И все-таки была у Гаврилы опаска: вдруг Шулешкевич возьмет да и вернется, что тогда? Куда Гавриле деваться со своим скарбом и семейством? Деревенский сход – оно, конечно, по нынешним временам вроде как бы имеет право решать такие дела; опять же, председатель лужицкого совета, однорукий Митрофан Вулович, бумагу показывал, что новой власти права такие дадены, но червь сомнения грыз все-таки душу Гаврилы: вдруг все опять станет, как было?

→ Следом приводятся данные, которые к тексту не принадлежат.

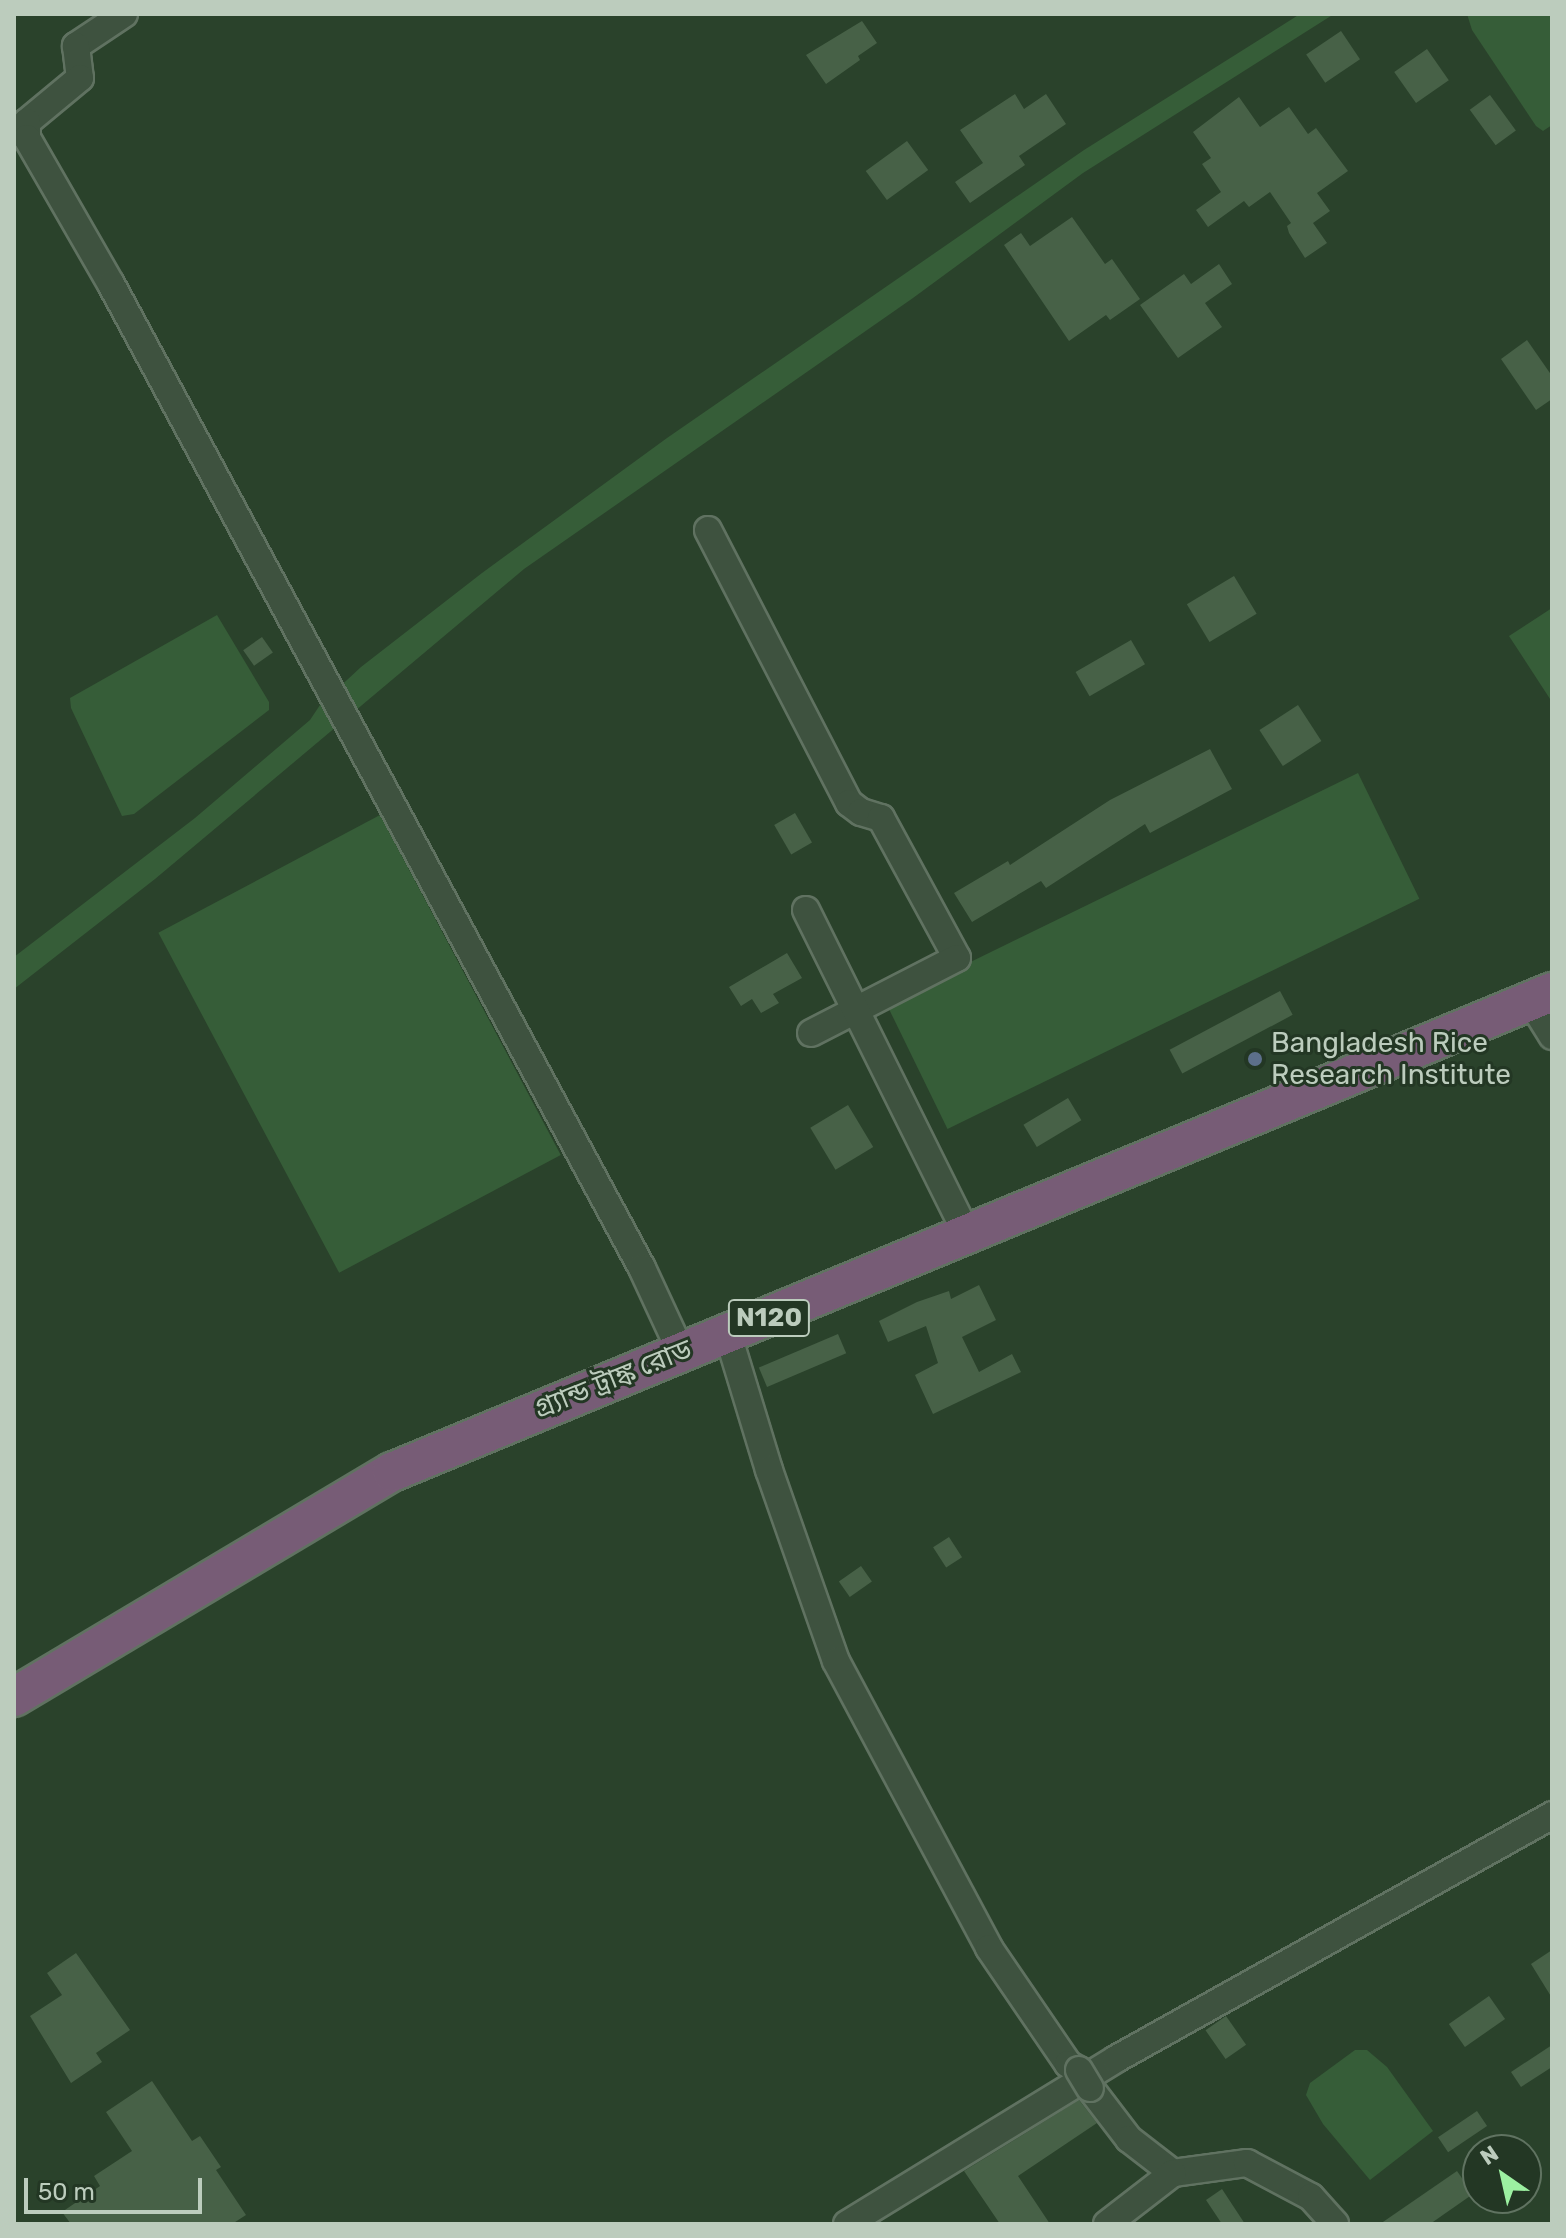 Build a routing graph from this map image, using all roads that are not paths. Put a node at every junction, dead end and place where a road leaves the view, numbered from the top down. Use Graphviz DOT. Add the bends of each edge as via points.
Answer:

С другой стороны, если разобраться, большевики вроде бы силу взяли громадную и сидят крепко, так ведь и царь тоже крепко сидел, а вон как все обернулось…
Эх-ма! Не было у Гаврилы ничего – плохо, что-то забрезжило – тоже нехорошо. Хоть до крови затылок расчеши, а оглобли в какую-то сторону поворачивать надо. Так ведь и повернул уже, и обратного пути нету.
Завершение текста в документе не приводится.